Don't know why it's happening with only ABC. However, I just proved that upon initial install on a pc (my Dell tower PC/Dimension workstation), it works just fine. I have Windows XP Pro on this Dell Latitude D820 laptop and it doesn't work here after the first/only viewing of Grey's Anatomy on ABC.com on this laptop. This is only my second try to use this website on this computer/laptop, but I am fortunate enough to have had another computer to try this on and it worked just fine. The only "hiccups" I had on the Dimension workstation/tower on the first install was with trying to run it full screen -- the sound feed wasn't coinciding with the video feed. When I reduced it to normal size I was just fine. So, now we're back to what the heck is up with ABC and the link if you go to ABC.com for full episodes more than one time....? Not sure I've got the energy tonight to dig into this further. Sorry folks.....


----------



## BBonster (Oct 6, 2007)

Have filed 2 separate feedbacks to ABC.com on this issue as they restrict the number of characters/total length of your message to submit to them. I tried to give them as much info as possible. Hope I actually get a response from them but am not holding my breath......


----------



## confusedinil (Oct 6, 2007)

What's going on with abc.com! I'm glad to see I'm not the only one who's just recently had problems. This started on 10 4 07. I've been watching abc.com for a year now with no problems. Just the other day I can't get through a show without being redirected.

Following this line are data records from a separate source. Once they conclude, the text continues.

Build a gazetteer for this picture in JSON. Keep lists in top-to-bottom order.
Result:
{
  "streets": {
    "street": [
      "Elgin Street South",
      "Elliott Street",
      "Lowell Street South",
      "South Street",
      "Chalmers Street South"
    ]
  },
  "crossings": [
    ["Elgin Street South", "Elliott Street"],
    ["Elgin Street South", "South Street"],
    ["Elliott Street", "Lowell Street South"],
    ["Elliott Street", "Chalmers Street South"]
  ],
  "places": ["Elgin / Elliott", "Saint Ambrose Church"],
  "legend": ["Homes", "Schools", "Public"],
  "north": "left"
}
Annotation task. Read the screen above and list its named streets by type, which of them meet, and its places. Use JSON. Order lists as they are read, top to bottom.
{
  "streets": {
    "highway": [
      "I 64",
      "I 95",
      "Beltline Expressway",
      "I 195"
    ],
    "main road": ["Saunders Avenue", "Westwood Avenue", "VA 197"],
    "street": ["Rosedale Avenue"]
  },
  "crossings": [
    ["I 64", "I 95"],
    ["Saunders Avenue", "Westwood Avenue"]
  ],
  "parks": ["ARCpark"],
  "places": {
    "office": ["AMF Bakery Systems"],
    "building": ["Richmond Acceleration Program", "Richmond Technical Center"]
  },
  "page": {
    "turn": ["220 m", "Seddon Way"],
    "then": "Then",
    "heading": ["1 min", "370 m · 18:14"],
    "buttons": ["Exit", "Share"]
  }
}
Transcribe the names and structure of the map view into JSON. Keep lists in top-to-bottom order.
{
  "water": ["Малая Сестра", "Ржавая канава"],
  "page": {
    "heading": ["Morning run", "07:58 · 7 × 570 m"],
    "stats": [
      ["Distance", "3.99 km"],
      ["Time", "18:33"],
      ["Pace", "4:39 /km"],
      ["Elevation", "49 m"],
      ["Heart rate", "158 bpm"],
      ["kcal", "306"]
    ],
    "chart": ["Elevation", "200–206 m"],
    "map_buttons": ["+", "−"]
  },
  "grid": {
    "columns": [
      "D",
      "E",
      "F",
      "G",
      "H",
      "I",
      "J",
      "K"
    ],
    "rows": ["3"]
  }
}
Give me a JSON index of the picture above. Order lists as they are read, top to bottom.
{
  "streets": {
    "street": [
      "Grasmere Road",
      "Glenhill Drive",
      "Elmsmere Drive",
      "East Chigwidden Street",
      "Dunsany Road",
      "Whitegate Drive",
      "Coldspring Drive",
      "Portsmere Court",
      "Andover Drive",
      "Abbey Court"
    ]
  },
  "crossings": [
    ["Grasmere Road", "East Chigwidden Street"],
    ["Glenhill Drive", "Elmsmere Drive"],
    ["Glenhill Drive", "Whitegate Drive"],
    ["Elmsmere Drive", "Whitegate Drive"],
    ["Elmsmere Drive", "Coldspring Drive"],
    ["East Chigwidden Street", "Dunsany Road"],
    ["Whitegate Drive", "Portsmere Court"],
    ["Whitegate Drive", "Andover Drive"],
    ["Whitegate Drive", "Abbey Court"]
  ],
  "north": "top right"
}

Clearly this is something for abc.com. I've left emails at abc and also the feedback portion of the full episodes screen. So far I'll I've gotten is auto responses. If we all complain they'll have to fix it. I don't believe as a few have mentioned that it's a personal pc issue. It's their new video streamer I think.


----------



## confusedinil (Oct 6, 2007)

Ok, I've read all the posts and clearly this is just a recent thing. I think whoever thought it's a volume this with their go.com server is on to something. I find I can watch abc.com programs either very late at night or very early in the morning since 10 40 07. 

I think people are so enamored with watching abc.com because it's so convenient that now they have a volume issue. 

So, everyone go to their abc.com feedback page and file a complaint. Hopefully they'll get this fixed. 

Glad I've found you guys. I was getting desperate.


----------



## hewee (Oct 26, 2001)

If your using a hosts file see if log.go.com is in it because that site is blocked by my hosts file.


----------



## Byteman (Jan 24, 2002)

Full episodes working very well for me, but it's 1:45am so I'd expect that...I will try it in the morning again.

XP Home Edition, with SP2, 512mb RAM.

Most video lags more than ABC does, things like YouTube videos seem to buffer way more than ABC.com.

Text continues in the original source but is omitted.